TASK DETAILS - In the records below, some lines contain "dead"; state the number of such lines and nothing else.

___

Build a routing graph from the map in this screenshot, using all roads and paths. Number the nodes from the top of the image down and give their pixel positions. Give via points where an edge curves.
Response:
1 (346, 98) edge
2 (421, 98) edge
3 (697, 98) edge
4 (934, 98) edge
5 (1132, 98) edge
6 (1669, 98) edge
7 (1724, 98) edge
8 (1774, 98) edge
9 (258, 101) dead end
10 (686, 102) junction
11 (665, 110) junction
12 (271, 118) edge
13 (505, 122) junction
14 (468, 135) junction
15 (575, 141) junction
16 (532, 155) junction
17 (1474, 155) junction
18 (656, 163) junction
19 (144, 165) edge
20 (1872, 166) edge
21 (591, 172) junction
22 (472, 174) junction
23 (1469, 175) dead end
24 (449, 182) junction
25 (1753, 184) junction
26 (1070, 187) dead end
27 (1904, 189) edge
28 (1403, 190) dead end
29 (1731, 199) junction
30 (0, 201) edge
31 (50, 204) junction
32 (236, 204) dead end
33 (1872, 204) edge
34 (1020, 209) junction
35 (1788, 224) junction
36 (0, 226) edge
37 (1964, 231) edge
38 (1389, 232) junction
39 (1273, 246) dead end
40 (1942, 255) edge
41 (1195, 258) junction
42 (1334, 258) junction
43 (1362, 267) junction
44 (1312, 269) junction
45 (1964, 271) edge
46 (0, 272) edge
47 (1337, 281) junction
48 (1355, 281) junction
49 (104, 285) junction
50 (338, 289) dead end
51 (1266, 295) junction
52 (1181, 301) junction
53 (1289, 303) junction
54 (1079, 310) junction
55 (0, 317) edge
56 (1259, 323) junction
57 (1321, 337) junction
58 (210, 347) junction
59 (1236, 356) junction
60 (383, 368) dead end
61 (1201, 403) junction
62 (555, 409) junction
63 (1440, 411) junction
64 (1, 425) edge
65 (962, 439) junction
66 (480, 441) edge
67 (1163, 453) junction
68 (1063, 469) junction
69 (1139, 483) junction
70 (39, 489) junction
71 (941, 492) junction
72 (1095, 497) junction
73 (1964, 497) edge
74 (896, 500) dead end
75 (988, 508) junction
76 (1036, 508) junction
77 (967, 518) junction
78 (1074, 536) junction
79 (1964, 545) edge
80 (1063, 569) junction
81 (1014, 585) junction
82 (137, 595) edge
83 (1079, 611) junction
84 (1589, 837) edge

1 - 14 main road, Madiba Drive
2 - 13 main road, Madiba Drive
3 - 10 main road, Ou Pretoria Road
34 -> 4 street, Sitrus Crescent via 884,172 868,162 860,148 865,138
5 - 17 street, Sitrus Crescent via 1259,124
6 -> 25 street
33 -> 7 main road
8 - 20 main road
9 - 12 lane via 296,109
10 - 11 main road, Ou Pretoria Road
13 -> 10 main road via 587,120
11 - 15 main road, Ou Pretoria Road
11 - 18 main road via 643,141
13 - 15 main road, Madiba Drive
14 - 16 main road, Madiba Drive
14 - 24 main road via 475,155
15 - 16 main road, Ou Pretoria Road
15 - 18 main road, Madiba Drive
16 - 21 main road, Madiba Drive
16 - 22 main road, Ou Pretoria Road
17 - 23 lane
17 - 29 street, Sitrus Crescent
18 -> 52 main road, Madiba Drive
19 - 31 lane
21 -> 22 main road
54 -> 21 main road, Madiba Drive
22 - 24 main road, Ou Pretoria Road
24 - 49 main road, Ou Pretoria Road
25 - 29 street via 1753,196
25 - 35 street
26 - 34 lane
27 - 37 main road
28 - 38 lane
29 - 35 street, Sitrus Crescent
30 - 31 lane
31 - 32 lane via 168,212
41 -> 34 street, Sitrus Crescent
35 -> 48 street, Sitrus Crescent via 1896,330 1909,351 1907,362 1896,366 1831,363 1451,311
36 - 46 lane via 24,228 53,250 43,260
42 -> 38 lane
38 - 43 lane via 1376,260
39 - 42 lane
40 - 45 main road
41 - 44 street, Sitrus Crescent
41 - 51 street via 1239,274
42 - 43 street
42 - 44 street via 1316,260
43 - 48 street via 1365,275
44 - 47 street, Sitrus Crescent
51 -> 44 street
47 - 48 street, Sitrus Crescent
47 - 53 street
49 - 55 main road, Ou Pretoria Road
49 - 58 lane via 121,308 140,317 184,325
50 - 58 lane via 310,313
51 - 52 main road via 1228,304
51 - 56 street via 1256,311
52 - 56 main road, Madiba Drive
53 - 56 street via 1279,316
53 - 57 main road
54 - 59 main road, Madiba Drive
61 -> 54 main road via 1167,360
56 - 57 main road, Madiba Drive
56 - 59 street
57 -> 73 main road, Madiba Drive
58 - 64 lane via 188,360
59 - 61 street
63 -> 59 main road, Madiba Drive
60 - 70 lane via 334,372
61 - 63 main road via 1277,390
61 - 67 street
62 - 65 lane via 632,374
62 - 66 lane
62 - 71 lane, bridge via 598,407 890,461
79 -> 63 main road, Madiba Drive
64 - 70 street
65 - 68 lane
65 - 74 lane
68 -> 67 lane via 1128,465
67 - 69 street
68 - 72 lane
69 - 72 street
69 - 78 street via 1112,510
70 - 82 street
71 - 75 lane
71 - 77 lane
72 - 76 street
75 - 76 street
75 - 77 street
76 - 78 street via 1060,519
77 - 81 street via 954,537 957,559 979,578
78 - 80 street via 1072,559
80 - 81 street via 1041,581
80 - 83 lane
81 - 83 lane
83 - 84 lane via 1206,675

___

ANSWER TO THIS TASK - 9